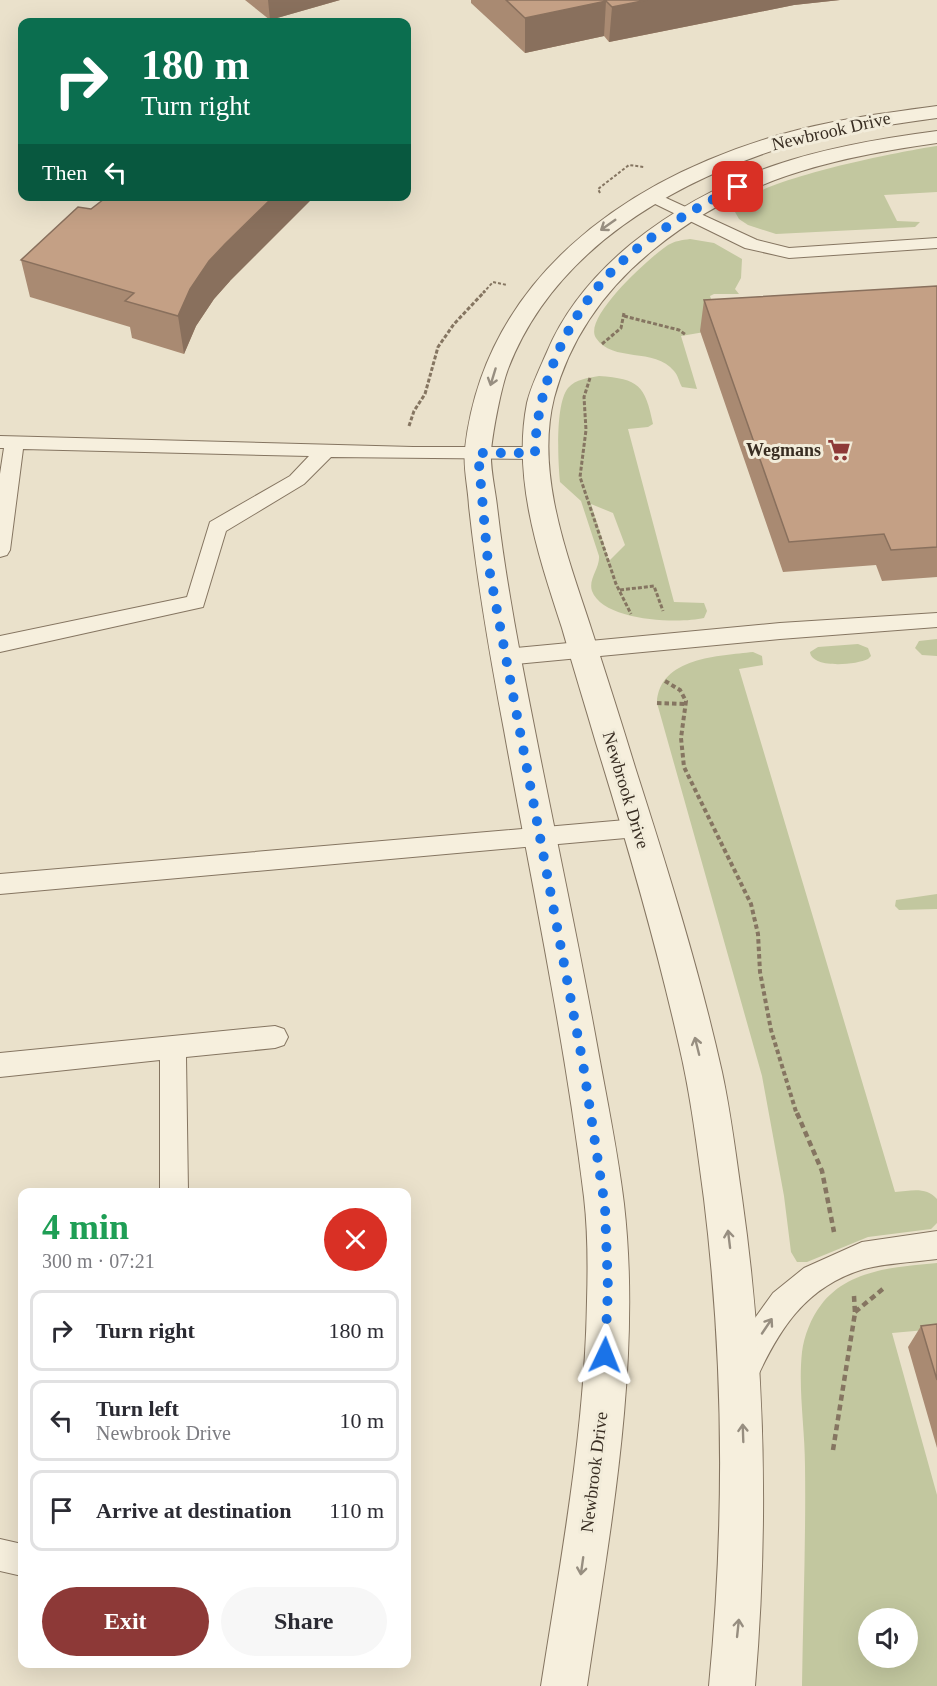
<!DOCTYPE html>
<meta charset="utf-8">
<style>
:root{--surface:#fff;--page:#f7f7f7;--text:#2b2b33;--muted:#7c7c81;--line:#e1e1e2;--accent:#8d3937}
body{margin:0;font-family:"Times New Roman",serif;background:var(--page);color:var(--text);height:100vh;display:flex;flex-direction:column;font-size:22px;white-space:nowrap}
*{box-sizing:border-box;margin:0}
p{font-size:20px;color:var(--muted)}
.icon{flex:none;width:33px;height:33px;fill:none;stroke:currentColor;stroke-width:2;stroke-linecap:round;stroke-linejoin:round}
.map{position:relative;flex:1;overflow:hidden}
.side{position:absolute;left:18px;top:1188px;width:393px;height:480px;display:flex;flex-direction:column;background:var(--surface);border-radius:12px;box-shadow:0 6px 24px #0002}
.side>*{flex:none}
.top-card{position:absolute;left:18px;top:18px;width:393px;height:183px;border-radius:12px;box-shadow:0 6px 24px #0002;background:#0b6e4f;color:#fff;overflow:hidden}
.tools{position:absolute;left:858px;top:1608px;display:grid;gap:12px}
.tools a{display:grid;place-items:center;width:60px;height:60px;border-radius:50%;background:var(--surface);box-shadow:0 6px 24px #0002;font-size:30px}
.pin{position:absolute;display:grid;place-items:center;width:51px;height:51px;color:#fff;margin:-26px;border-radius:12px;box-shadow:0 3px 9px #0006}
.me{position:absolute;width:66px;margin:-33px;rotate:2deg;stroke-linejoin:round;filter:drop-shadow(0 0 4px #0008)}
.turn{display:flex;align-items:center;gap:21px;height:126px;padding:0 24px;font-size:27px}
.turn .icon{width:78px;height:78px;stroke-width:2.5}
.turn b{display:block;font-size:42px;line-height:51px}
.then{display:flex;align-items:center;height:57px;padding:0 24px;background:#0003;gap:12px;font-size:22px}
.round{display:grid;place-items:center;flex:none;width:63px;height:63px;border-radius:32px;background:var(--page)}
.head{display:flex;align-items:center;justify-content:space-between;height:102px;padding:0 24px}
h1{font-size:36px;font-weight:700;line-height:45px;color:#1e9e55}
.primary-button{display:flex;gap:12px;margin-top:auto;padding:12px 24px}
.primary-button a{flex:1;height:69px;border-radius:36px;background:var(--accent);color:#fff;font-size:24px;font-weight:700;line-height:69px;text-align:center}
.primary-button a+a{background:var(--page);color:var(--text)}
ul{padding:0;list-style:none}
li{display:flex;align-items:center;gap:18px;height:81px;margin:0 12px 9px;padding:0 12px;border:3px solid var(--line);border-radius:12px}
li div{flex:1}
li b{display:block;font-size:22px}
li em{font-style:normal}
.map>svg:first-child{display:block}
.green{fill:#c2c79f;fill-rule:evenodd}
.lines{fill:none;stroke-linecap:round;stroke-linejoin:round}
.service-casing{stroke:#857561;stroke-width:2}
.minor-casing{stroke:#857561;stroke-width:2}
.path-far3{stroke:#857561;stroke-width:2;stroke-dasharray:3 2;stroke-linecap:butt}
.path-far2{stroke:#857561;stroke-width:3;stroke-dasharray:4 2;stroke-linecap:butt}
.path-far1{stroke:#857561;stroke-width:4;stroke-dasharray:4.5 3;stroke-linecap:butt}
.path{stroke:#857561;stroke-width:4.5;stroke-dasharray:6 4;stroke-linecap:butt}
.service{fill:#f6efdd;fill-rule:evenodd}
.minor{fill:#f6efdd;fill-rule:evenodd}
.wall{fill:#a98a72}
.shaded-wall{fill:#89705d}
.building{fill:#c4a085;stroke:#89705d;stroke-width:1.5}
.oneway{stroke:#978e80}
.route{stroke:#1a73e8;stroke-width:10;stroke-dasharray:0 18}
.labels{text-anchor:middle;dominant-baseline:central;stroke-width:6;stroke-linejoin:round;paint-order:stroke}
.street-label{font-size:18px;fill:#382d22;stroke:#f2ecda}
.poi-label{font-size:18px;font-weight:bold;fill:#382d22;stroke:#f2ecda;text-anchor:end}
</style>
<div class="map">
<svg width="937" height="1686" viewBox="0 0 937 1686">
<rect width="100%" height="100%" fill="#eae1cb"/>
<path class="green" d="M 937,146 L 937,192 L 884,195 L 897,221 L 920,222 L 915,227 L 776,234 L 748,225 L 739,219 L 735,212 C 737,182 908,150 937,146 Z
M 690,239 L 714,243 L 742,259 L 741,278 L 735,289 L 739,294 L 714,294 L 710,296 L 722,329 L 681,336 L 697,389 L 682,387 C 679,382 678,375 674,371 C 655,347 612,363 596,338 C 582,318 651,256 668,245 C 675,241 682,240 690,239 Z
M 599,376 C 639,379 645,385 653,424 L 648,427 L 628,429 L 674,602 L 704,603 L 707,611 L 704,618 C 678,624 603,621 592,591 C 588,579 600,568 599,556 L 581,501 L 560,482 C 558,462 555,404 568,388 C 576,379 588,378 599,376 ZM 591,504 L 613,513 L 625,545 L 609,561 Z
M 937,639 L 937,656 L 922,655 L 915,648 L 919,641 Z
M 858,644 L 868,648 L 871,656 L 868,659 C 856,665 812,669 810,652 L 818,647 Z
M 753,652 L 762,656 L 763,665 L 739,669 L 895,1192 C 910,1191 926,1186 937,1199 L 937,1223 L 931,1229 L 868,1237 L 807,1262 L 797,1262 L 791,1252 L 784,1196 L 762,1076 L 657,703 C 659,657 720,656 753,652 Z
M 937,894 L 937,909 L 899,910 L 895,906 L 896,900 Z
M 937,1263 L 937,1329 L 892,1333 L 937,1495 L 937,1686 L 802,1686 C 803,1613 806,1539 805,1466 C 805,1429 798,1389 802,1352 C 804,1336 811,1318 821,1305 C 848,1269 896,1267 937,1263 ZM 868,1618 L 908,1618 L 908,1658 L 868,1658 Z"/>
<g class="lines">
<g class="service-casing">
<path id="service" d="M 651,191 L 757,240 L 789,248 L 937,238 L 937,248 L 789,258 L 745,248 L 645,199 L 643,196 L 645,193 Z
M 0,436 L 413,447 L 535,447 L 542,449 L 545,453 L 542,457 L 535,459 L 331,457 L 304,484 L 226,531 L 203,607 L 0,652 L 0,636 L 187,597 L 210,522 L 290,476 L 309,456 L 23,449 L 10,550 L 7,555 L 0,557 L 0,474 L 4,448 L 0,448 Z
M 937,613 L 937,627 L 780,639 L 506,665 L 498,663 L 495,657 L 498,651 L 506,649 L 780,623 Z
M 637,819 L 645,821 L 649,828 L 645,835 L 637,837 L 0,894 L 0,874 Z
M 275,1026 L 284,1029 L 288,1037 L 284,1045 L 275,1048 L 186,1057 L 188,1192 L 160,1192 L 160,1060 L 0,1077 L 0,1053 Z
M 937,1231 L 937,1259 C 914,1262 887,1263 864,1269 C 804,1287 778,1331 754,1384 L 743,1388 L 732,1384 L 728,1373 L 750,1325 L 773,1293 L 804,1268 L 862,1242 Z
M 0,1539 L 22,1544 L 22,1576 L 0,1571 Z"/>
</g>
<g class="minor-casing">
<path id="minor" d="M 937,106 L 937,118 C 888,125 838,131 790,145 C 674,181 554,249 508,369 C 501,388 493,430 491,451 C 490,469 495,488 497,506 C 506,584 521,660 536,736 C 557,843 580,949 599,1056 C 608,1105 618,1154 624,1204 C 642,1362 610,1529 587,1686 L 541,1686 C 561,1558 585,1430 587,1301 C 588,1267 588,1231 584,1197 C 565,1041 532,885 504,730 C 490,656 477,581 469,506 C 468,487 463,468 465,449 C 484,279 625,180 779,135 C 831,120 884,113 937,106 Z
M 937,131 L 937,143 C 830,158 738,180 653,250 C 605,289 570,338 554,398 C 535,474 568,557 591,628 C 606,674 621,721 635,767 C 667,867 699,969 722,1072 C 731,1114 736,1156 742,1198 C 765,1360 769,1522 755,1686 L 709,1686 C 725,1523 724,1362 704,1199 C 697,1147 691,1096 679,1045 C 656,943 627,843 596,743 C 585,705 573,667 562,628 C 539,557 512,479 527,403 C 531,386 540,368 547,352 C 565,309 596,273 631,244 C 724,169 821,146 937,131 Z"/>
</g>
<path class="path-far3" d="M 600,193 L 598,189 L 629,165 L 644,167
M 483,293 L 493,282 L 507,285"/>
<path class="path-far2" d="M 624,316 L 679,330 L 686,335
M 602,344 L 621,328 L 624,313
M 590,378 L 584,397 L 586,430 L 580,477 L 616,584 L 631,614
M 409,426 L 414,411 L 425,394 L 438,347 L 454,324 L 485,291
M 620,590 L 654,586 L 663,611"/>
<path class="path-far1" d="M 665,681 L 680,690 L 686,701 L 681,738 L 684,767 L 751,904 L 758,934 L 760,972 L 771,1030 L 797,1115
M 657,703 L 685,704"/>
<path class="path" d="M 797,1113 L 822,1171 L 834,1232
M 855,1312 L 884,1288
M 833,1450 L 855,1313 L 854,1296"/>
<use href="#service" class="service"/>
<use href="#minor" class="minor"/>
</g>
<path class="wall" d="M 245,0 L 340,0 L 270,20 Z
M 471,0 L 840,0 L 794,5 L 609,42 L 604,36 L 525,53 L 471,3 Z
M 91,209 L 230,281 L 214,299 L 196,326 L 184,354 L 132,338 L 130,327 L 30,297 L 21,260 Z
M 937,286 L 937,577 L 882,581 L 876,565 L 783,572 L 700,331 L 704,300 Z
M 937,1324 L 937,1448 L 908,1347 L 921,1326 Z"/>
<path class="shaded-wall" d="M 268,0 L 340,0 L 270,20 Z
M 647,0 L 840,0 L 794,5 L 609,42 L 612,7 Z
M 606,1 L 604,36 L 525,53 L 525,18 Z
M 274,196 L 315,196 L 230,281 L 214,299 L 196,326 L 184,354 L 178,316 L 190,289 L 209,261 L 225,244 Z"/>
<path class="building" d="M 506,0 L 647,0 L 612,7 L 606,1 L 525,18 Z
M 108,196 L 274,196 L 225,244 L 209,261 L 190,289 L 178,316 L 125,301 L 134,293 L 21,260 L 78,207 L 91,209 Z
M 937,286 L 937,547 L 891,550 L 884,534 L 789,542 L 704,300 Z
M 937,1324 L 937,1380 L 921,1326 Z"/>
<defs><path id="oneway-shaft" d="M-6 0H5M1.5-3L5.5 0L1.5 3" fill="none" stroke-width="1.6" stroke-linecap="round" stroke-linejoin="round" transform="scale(1.5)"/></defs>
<g class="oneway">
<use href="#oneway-shaft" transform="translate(608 225) rotate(145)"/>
<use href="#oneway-shaft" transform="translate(493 377) rotate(107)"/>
<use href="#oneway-shaft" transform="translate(697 1046) rotate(-104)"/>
<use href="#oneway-shaft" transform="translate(729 1239) rotate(-97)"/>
<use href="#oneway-shaft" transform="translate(767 1326) rotate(-56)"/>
<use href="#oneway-shaft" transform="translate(743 1433) rotate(-92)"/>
<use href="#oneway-shaft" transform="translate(582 1566) rotate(98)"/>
<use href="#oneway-shaft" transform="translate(738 1628) rotate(-84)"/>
</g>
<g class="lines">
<path class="route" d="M 605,1355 L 608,1289 L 605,1207 L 583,1064 L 488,563 L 478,453 L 535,453 C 536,395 560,333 597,288 C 630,246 691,209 738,187"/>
</g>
<defs>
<g id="supermarket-bare" transform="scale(1.8)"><path d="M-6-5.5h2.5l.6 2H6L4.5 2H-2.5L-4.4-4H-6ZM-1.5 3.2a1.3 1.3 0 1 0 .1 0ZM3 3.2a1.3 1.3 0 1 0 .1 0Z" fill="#8d3937" stroke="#f2ecda" stroke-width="2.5" paint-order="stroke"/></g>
</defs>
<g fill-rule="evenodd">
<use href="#supermarket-bare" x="839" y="450"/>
</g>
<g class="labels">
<g class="street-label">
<text transform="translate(831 131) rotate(-13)">Newbrook Drive</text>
<text transform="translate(626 790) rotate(73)">Newbrook Drive</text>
<text transform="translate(594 1472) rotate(-83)">Newbrook Drive</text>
</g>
<g class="poi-label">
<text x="821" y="450">Wegmans</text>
</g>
</g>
</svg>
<div class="tools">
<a><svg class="icon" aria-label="sound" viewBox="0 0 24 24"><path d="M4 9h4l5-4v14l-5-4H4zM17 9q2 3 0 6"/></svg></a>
</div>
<div class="pin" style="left:738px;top:187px;background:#d93025"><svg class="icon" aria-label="arrive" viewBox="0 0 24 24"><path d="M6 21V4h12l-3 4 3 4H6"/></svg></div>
<svg class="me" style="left:605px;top:1355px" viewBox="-20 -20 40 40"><path d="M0-17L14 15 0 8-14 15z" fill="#1a73e8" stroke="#fff" stroke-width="4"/></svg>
<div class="top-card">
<div class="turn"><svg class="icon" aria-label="right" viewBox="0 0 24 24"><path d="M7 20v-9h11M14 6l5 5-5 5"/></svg><div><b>180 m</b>Turn right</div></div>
<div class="then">Then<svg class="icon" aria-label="left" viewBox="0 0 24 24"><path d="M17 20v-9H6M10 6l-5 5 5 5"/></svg></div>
</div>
<section class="side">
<div class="head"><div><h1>4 min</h1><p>300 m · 07:21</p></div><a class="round" style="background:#d93025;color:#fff"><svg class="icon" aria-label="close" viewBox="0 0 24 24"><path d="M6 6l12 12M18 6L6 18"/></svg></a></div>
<ul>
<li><svg class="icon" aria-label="right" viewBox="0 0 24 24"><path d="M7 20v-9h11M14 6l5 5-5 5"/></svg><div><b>Turn right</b></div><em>180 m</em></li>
<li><svg class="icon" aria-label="left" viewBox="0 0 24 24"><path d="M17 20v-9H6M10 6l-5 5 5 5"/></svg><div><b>Turn left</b><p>Newbrook Drive</p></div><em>10 m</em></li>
<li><svg class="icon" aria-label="arrive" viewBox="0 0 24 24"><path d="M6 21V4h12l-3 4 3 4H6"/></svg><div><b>Arrive at destination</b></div><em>110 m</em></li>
</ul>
<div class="primary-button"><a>Exit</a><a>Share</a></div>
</section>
</div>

****

→ **Problem**: Which lines of the entries above contain the word "tools"? Copy each of them.

→ **Solution for this exercise**:
.tools{position:absolute;left:858px;top:1608px;display:grid;gap:12px}
.tools a{display:grid;place-items:center;width:60px;height:60px;border-radius:50%;background:var(--surface);box-shadow:0 6px 24px #0002;font-size:30px}
<div class="tools">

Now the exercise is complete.